Aim of the task
I'd like the data below restated word for word, with the pictures left out.

Records for this task
┌──
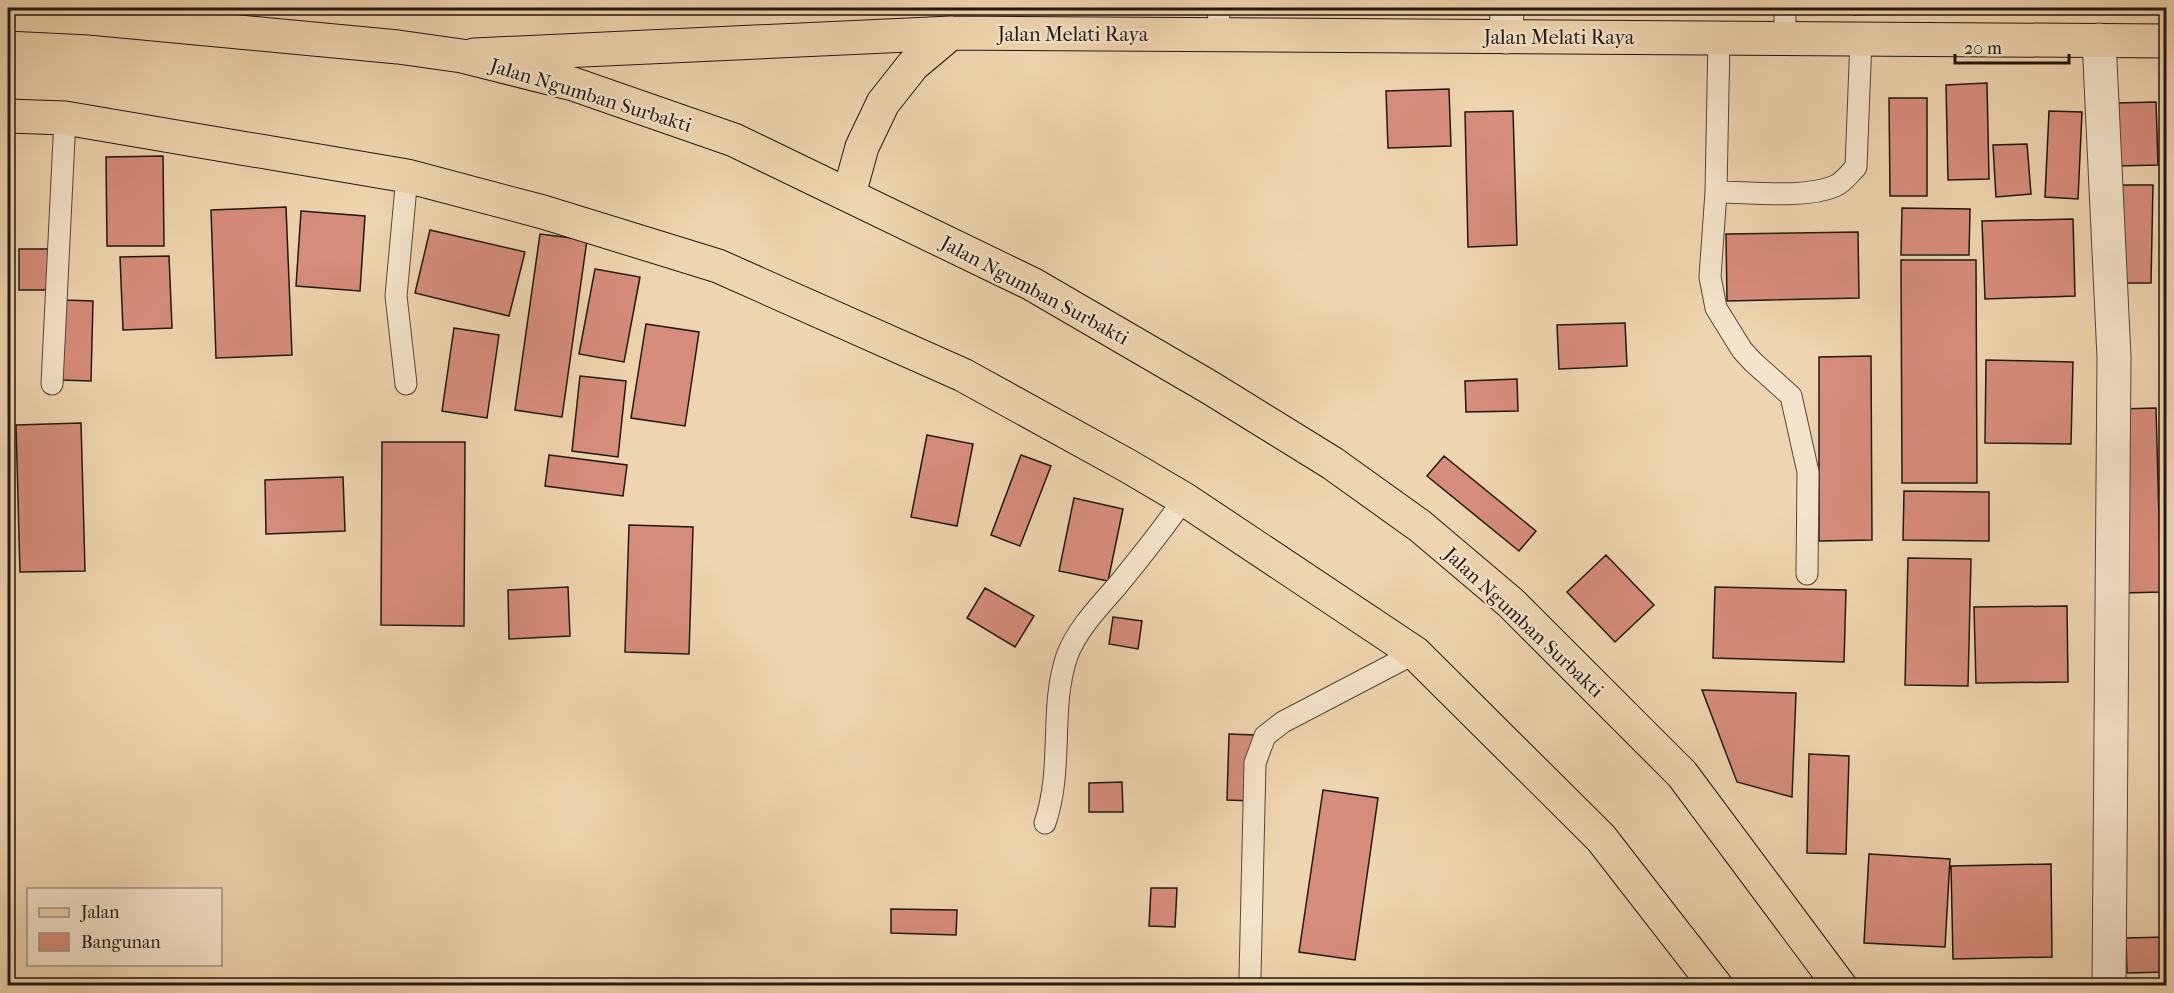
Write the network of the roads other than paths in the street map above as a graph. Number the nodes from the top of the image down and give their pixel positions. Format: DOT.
graph roads {
  1 [pos="8,14"];
  2 [pos="1218,21"];
  3 [pos="1507,22"];
  4 [pos="1785,23"];
  5 [pos="951,33"];
  6 [pos="1719,38"];
  7 [pos="1861,39"];
  8 [pos="2099,40"];
  9 [pos="2166,40"];
  10 [pos="462,56"];
  11 [pos="8,116"];
  12 [pos="65,118"];
  13 [pos="407,176"];
  14 [pos="1716,192"];
  15 [pos="849,194"];
  16 [pos="52,384"];
  17 [pos="406,384"];
  18 [pos="1184,500"];
  19 [pos="1807,574"];
  20 [pos="1415,653"];
  21 [pos="1045,823"];
  22 [pos="1250,977"];
  23 [pos="1716,986"];
  24 [pos="1840,986"];
  25 [pos="2109,986"];
  1 -- 10 [label="main road, Jalan Ngumban Surbakti"];
  2 -- 3 [label="main road, Jalan Melati Raya"];
  2 -- 5 [label="main road, Jalan Melati Raya"];
  3 -- 6 [label="main road, Jalan Melati Raya"];
  4 -- 6 [label="main road, Jalan Melati Raya"];
  4 -- 7 [label="main road, Jalan Melati Raya"];
  5 -- 10 [label="main road, Jalan Melati Raya"];
  5 -- 15 [label="main road"];
  6 -- 14 [label="lane"];
  7 -- 8 [label="main road, Jalan Melati Raya"];
  7 -- 14 [label="lane"];
  8 -- 9 [label="main road, Jalan Melati Raya"];
  8 -- 25 [label="street"];
  10 -- 15 [label="main road, Jalan Ngumban Surbakti"];
  11 -- 12 [label="main road"];
  12 -- 13 [label="main road"];
  12 -- 16 [label="lane"];
  13 -- 17 [label="lane"];
  13 -- 18 [label="main road"];
  14 -- 19 [label="lane"];
  15 -- 24 [label="main road, Jalan Ngumban Surbakti"];
  18 -- 20 [label="main road"];
  18 -- 21 [label="lane"];
  20 -- 22 [label="lane"];
  20 -- 23 [label="main road"];
}
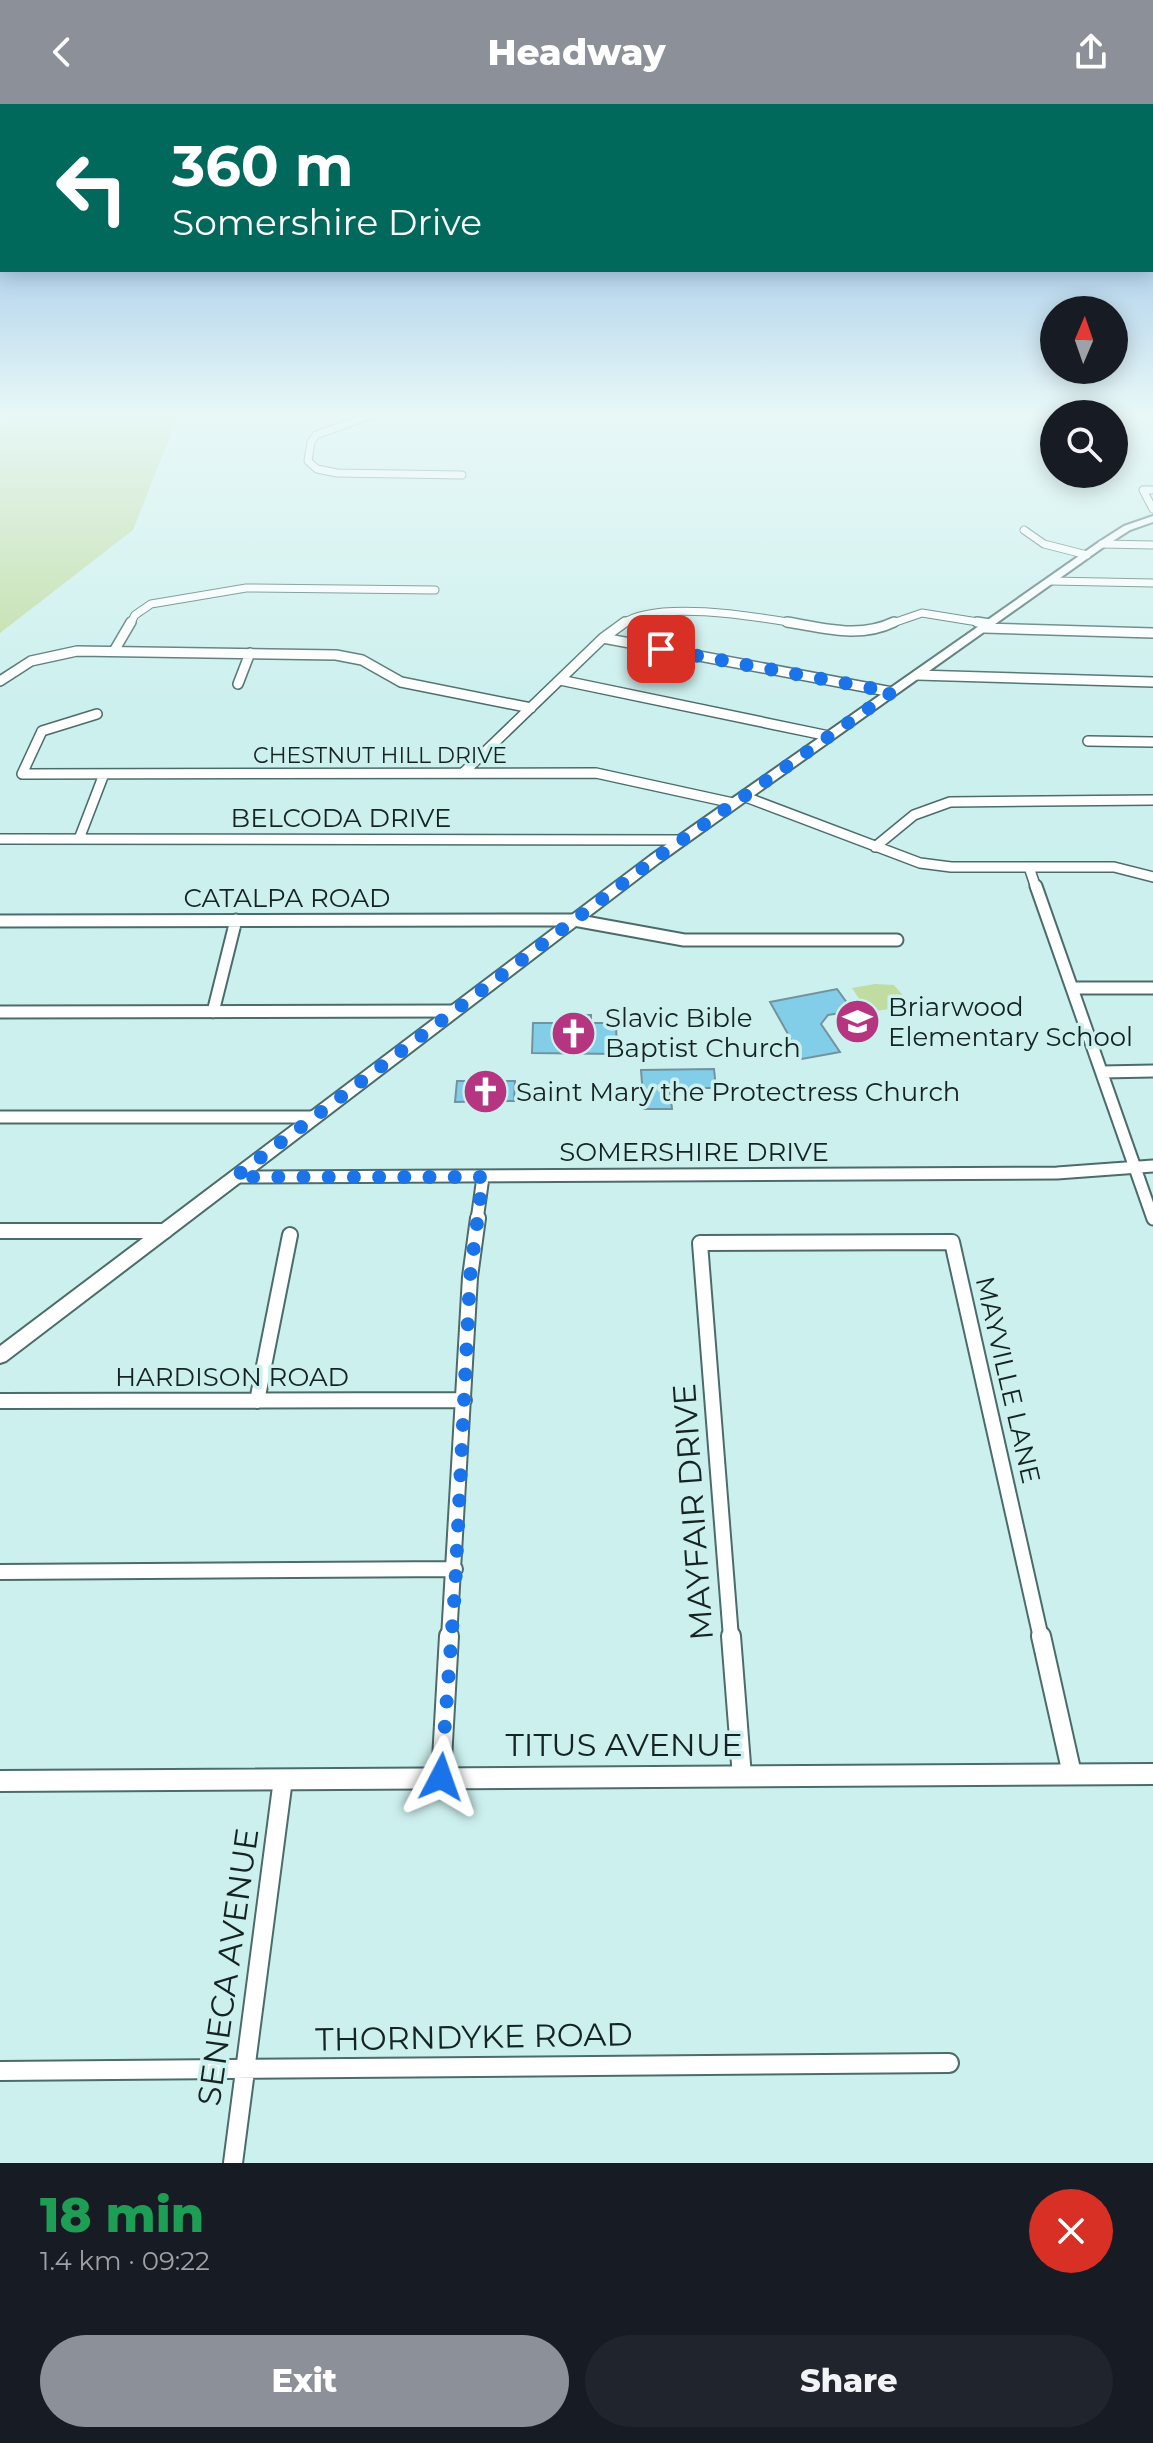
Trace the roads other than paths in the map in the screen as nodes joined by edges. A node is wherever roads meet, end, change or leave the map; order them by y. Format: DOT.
graph roads {
  1 [pos="1153,519"];
  2 [pos="1024,530"];
  3 [pos="1102,544"];
  4 [pos="1153,545"];
  5 [pos="1087,555"];
  6 [pos="1051,581"];
  7 [pos="1153,583"];
  8 [pos="435,590"];
  9 [pos="987,626"];
  10 [pos="1153,633"];
  11 [pos="603,638"];
  12 [pos="114,651"];
  13 [pos="250,653"];
  14 [pos="917,675"];
  15 [pos="560,680"];
  16 [pos="0,681"];
  17 [pos="1153,682"];
  18 [pos="238,684"];
  19 [pos="892,692"];
  20 [pos="531,708"];
  21 [pos="97,714"];
  22 [pos="829,736"];
  23 [pos="1088,741"];
  24 [pos="1153,742"];
  25 [pos="463,773"];
  26 [pos="104,774"];
  27 [pos="738,800"];
  28 [pos="1153,800"];
  29 [pos="0,839"];
  30 [pos="79,839"];
  31 [pos="683,840"];
  32 [pos="875,847"];
  33 [pos="1029,867"];
  34 [pos="1153,877"];
  35 [pos="236,920"];
  36 [pos="574,920"];
  37 [pos="0,921"];
  38 [pos="897,940"];
  39 [pos="1072,988"];
  40 [pos="1153,988"];
  41 [pos="454,1011"];
  42 [pos="0,1012"];
  43 [pos="213,1012"];
  44 [pos="1153,1071"];
  45 [pos="1102,1072"];
  46 [pos="0,1117"];
  47 [pos="315,1117"];
  48 [pos="1153,1166"];
  49 [pos="1135,1168"];
  50 [pos="235,1177"];
  51 [pos="483,1177"];
  52 [pos="1153,1219"];
  53 [pos="0,1231"];
  54 [pos="165,1231"];
  55 [pos="290,1235"];
  56 [pos="700,1243"];
  57 [pos="0,1356"];
  58 [pos="464,1400"];
  59 [pos="0,1401"];
  60 [pos="257,1401"];
  61 [pos="455,1569"];
  62 [pos="0,1572"];
  63 [pos="1072,1774"];
  64 [pos="1153,1774"];
  65 [pos="441,1777"];
  66 [pos="742,1777"];
  67 [pos="283,1779"];
  68 [pos="0,1781"];
  69 [pos="949,2063"];
  70 [pos="245,2069"];
  71 [pos="0,2071"];
  72 [pos="233,2163"];
  1 -- 3 [label="main road"];
  2 -- 5 [label="street"];
  3 -- 4 [label="street"];
  3 -- 5 [label="main road"];
  5 -- 6 [label="main road"];
  6 -- 7 [label="street"];
  6 -- 9 [label="main road"];
  8 -- 12 [label="street"];
  9 -- 10 [label="street"];
  9 -- 11 [label="street"];
  9 -- 14 [label="main road"];
  11 -- 15 [label="street"];
  11 -- 19 [label="street"];
  12 -- 13 [label="street"];
  12 -- 16 [label="street"];
  13 -- 18 [label="street"];
  13 -- 20 [label="street"];
  14 -- 17 [label="street"];
  14 -- 19 [label="main road"];
  15 -- 20 [label="street"];
  15 -- 22 [label="street"];
  19 -- 22 [label="main road"];
  20 -- 25 [label="street"];
  21 -- 26 [label="street, CHESTNUT HILL DRIVE"];
  22 -- 27 [label="main road"];
  23 -- 24 [label="street"];
  25 -- 26 [label="street, CHESTNUT HILL DRIVE"];
  25 -- 27 [label="street, CHESTNUT HILL DRIVE"];
  26 -- 30 [label="street"];
  27 -- 31 [label="main road"];
  27 -- 32 [label="street, CHESTNUT HILL DRIVE"];
  28 -- 32 [label="street"];
  29 -- 30 [label="street, BELCODA DRIVE"];
  30 -- 31 [label="street, BELCODA DRIVE"];
  31 -- 36 [label="main road"];
  32 -- 33 [label="street, CHESTNUT HILL DRIVE"];
  33 -- 34 [label="street, CHESTNUT HILL DRIVE"];
  33 -- 39 [label="street"];
  35 -- 36 [label="street, CATALPA ROAD"];
  35 -- 37 [label="street, CATALPA ROAD"];
  35 -- 43 [label="street"];
  36 -- 38 [label="street, CATALPA ROAD"];
  36 -- 41 [label="main road"];
  39 -- 40 [label="street"];
  39 -- 45 [label="street"];
  41 -- 43 [label="street"];
  41 -- 47 [label="main road"];
  42 -- 43 [label="street"];
  44 -- 45 [label="street"];
  45 -- 49 [label="street"];
  46 -- 47 [label="street"];
  47 -- 50 [label="main road"];
  48 -- 49 [label="street, SOMERSHIRE DRIVE"];
  49 -- 51 [label="street, SOMERSHIRE DRIVE"];
  49 -- 52 [label="street"];
  50 -- 51 [label="street, SOMERSHIRE DRIVE"];
  50 -- 54 [label="main road"];
  51 -- 58 [label="street"];
  53 -- 54 [label="street"];
  54 -- 57 [label="main road"];
  55 -- 60 [label="street"];
  56 -- 63 [label="street, MAYVILLE LANE"];
  56 -- 66 [label="street, MAYFAIR DRIVE"];
  58 -- 60 [label="street, HARDISON ROAD"];
  58 -- 61 [label="street"];
  59 -- 60 [label="street, HARDISON ROAD"];
  61 -- 62 [label="street"];
  61 -- 65 [label="street"];
  63 -- 64 [label="main road, TITUS AVENUE"];
  63 -- 66 [label="main road, TITUS AVENUE"];
  65 -- 66 [label="main road, TITUS AVENUE"];
  65 -- 67 [label="main road, TITUS AVENUE"];
  67 -- 68 [label="main road, TITUS AVENUE"];
  67 -- 70 [label="street, SENECA AVENUE"];
  69 -- 70 [label="street, THORNDYKE ROAD"];
  70 -- 71 [label="street, THORNDYKE ROAD"];
  70 -- 72 [label="street, SENECA AVENUE"];
}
└──
Exercise solution
Write the network of the roads other than paths in the street map above as a graph. Number the nodes from the top of the image down and give their pixel positions. Format: DOT.
graph roads {
  1 [pos="8,14"];
  2 [pos="1218,21"];
  3 [pos="1507,22"];
  4 [pos="1785,23"];
  5 [pos="951,33"];
  6 [pos="1719,38"];
  7 [pos="1861,39"];
  8 [pos="2099,40"];
  9 [pos="2166,40"];
  10 [pos="462,56"];
  11 [pos="8,116"];
  12 [pos="65,118"];
  13 [pos="407,176"];
  14 [pos="1716,192"];
  15 [pos="849,194"];
  16 [pos="52,384"];
  17 [pos="406,384"];
  18 [pos="1184,500"];
  19 [pos="1807,574"];
  20 [pos="1415,653"];
  21 [pos="1045,823"];
  22 [pos="1250,977"];
  23 [pos="1716,986"];
  24 [pos="1840,986"];
  25 [pos="2109,986"];
  1 -- 10 [label="main road, Jalan Ngumban Surbakti"];
  2 -- 3 [label="main road, Jalan Melati Raya"];
  2 -- 5 [label="main road, Jalan Melati Raya"];
  3 -- 6 [label="main road, Jalan Melati Raya"];
  4 -- 6 [label="main road, Jalan Melati Raya"];
  4 -- 7 [label="main road, Jalan Melati Raya"];
  5 -- 10 [label="main road, Jalan Melati Raya"];
  5 -- 15 [label="main road"];
  6 -- 14 [label="lane"];
  7 -- 8 [label="main road, Jalan Melati Raya"];
  7 -- 14 [label="lane"];
  8 -- 9 [label="main road, Jalan Melati Raya"];
  8 -- 25 [label="street"];
  10 -- 15 [label="main road, Jalan Ngumban Surbakti"];
  11 -- 12 [label="main road"];
  12 -- 13 [label="main road"];
  12 -- 16 [label="lane"];
  13 -- 17 [label="lane"];
  13 -- 18 [label="main road"];
  14 -- 19 [label="lane"];
  15 -- 24 [label="main road, Jalan Ngumban Surbakti"];
  18 -- 20 [label="main road"];
  18 -- 21 [label="lane"];
  20 -- 22 [label="lane"];
  20 -- 23 [label="main road"];
}
Trace the roads other than paths in the map in the screen as nodes joined by edges. A node is wherever roads meet, end, change or leave the map; order them by y. Format: DOT.
graph roads {
  1 [pos="1153,519"];
  2 [pos="1024,530"];
  3 [pos="1102,544"];
  4 [pos="1153,545"];
  5 [pos="1087,555"];
  6 [pos="1051,581"];
  7 [pos="1153,583"];
  8 [pos="435,590"];
  9 [pos="987,626"];
  10 [pos="1153,633"];
  11 [pos="603,638"];
  12 [pos="114,651"];
  13 [pos="250,653"];
  14 [pos="917,675"];
  15 [pos="560,680"];
  16 [pos="0,681"];
  17 [pos="1153,682"];
  18 [pos="238,684"];
  19 [pos="892,692"];
  20 [pos="531,708"];
  21 [pos="97,714"];
  22 [pos="829,736"];
  23 [pos="1088,741"];
  24 [pos="1153,742"];
  25 [pos="463,773"];
  26 [pos="104,774"];
  27 [pos="738,800"];
  28 [pos="1153,800"];
  29 [pos="0,839"];
  30 [pos="79,839"];
  31 [pos="683,840"];
  32 [pos="875,847"];
  33 [pos="1029,867"];
  34 [pos="1153,877"];
  35 [pos="236,920"];
  36 [pos="574,920"];
  37 [pos="0,921"];
  38 [pos="897,940"];
  39 [pos="1072,988"];
  40 [pos="1153,988"];
  41 [pos="454,1011"];
  42 [pos="0,1012"];
  43 [pos="213,1012"];
  44 [pos="1153,1071"];
  45 [pos="1102,1072"];
  46 [pos="0,1117"];
  47 [pos="315,1117"];
  48 [pos="1153,1166"];
  49 [pos="1135,1168"];
  50 [pos="235,1177"];
  51 [pos="483,1177"];
  52 [pos="1153,1219"];
  53 [pos="0,1231"];
  54 [pos="165,1231"];
  55 [pos="290,1235"];
  56 [pos="700,1243"];
  57 [pos="0,1356"];
  58 [pos="464,1400"];
  59 [pos="0,1401"];
  60 [pos="257,1401"];
  61 [pos="455,1569"];
  62 [pos="0,1572"];
  63 [pos="1072,1774"];
  64 [pos="1153,1774"];
  65 [pos="441,1777"];
  66 [pos="742,1777"];
  67 [pos="283,1779"];
  68 [pos="0,1781"];
  69 [pos="949,2063"];
  70 [pos="245,2069"];
  71 [pos="0,2071"];
  72 [pos="233,2163"];
  1 -- 3 [label="main road"];
  2 -- 5 [label="street"];
  3 -- 4 [label="street"];
  3 -- 5 [label="main road"];
  5 -- 6 [label="main road"];
  6 -- 7 [label="street"];
  6 -- 9 [label="main road"];
  8 -- 12 [label="street"];
  9 -- 10 [label="street"];
  9 -- 11 [label="street"];
  9 -- 14 [label="main road"];
  11 -- 15 [label="street"];
  11 -- 19 [label="street"];
  12 -- 13 [label="street"];
  12 -- 16 [label="street"];
  13 -- 18 [label="street"];
  13 -- 20 [label="street"];
  14 -- 17 [label="street"];
  14 -- 19 [label="main road"];
  15 -- 20 [label="street"];
  15 -- 22 [label="street"];
  19 -- 22 [label="main road"];
  20 -- 25 [label="street"];
  21 -- 26 [label="street, CHESTNUT HILL DRIVE"];
  22 -- 27 [label="main road"];
  23 -- 24 [label="street"];
  25 -- 26 [label="street, CHESTNUT HILL DRIVE"];
  25 -- 27 [label="street, CHESTNUT HILL DRIVE"];
  26 -- 30 [label="street"];
  27 -- 31 [label="main road"];
  27 -- 32 [label="street, CHESTNUT HILL DRIVE"];
  28 -- 32 [label="street"];
  29 -- 30 [label="street, BELCODA DRIVE"];
  30 -- 31 [label="street, BELCODA DRIVE"];
  31 -- 36 [label="main road"];
  32 -- 33 [label="street, CHESTNUT HILL DRIVE"];
  33 -- 34 [label="street, CHESTNUT HILL DRIVE"];
  33 -- 39 [label="street"];
  35 -- 36 [label="street, CATALPA ROAD"];
  35 -- 37 [label="street, CATALPA ROAD"];
  35 -- 43 [label="street"];
  36 -- 38 [label="street, CATALPA ROAD"];
  36 -- 41 [label="main road"];
  39 -- 40 [label="street"];
  39 -- 45 [label="street"];
  41 -- 43 [label="street"];
  41 -- 47 [label="main road"];
  42 -- 43 [label="street"];
  44 -- 45 [label="street"];
  45 -- 49 [label="street"];
  46 -- 47 [label="street"];
  47 -- 50 [label="main road"];
  48 -- 49 [label="street, SOMERSHIRE DRIVE"];
  49 -- 51 [label="street, SOMERSHIRE DRIVE"];
  49 -- 52 [label="street"];
  50 -- 51 [label="street, SOMERSHIRE DRIVE"];
  50 -- 54 [label="main road"];
  51 -- 58 [label="street"];
  53 -- 54 [label="street"];
  54 -- 57 [label="main road"];
  55 -- 60 [label="street"];
  56 -- 63 [label="street, MAYVILLE LANE"];
  56 -- 66 [label="street, MAYFAIR DRIVE"];
  58 -- 60 [label="street, HARDISON ROAD"];
  58 -- 61 [label="street"];
  59 -- 60 [label="street, HARDISON ROAD"];
  61 -- 62 [label="street"];
  61 -- 65 [label="street"];
  63 -- 64 [label="main road, TITUS AVENUE"];
  63 -- 66 [label="main road, TITUS AVENUE"];
  65 -- 66 [label="main road, TITUS AVENUE"];
  65 -- 67 [label="main road, TITUS AVENUE"];
  67 -- 68 [label="main road, TITUS AVENUE"];
  67 -- 70 [label="street, SENECA AVENUE"];
  69 -- 70 [label="street, THORNDYKE ROAD"];
  70 -- 71 [label="street, THORNDYKE ROAD"];
  70 -- 72 [label="street, SENECA AVENUE"];
}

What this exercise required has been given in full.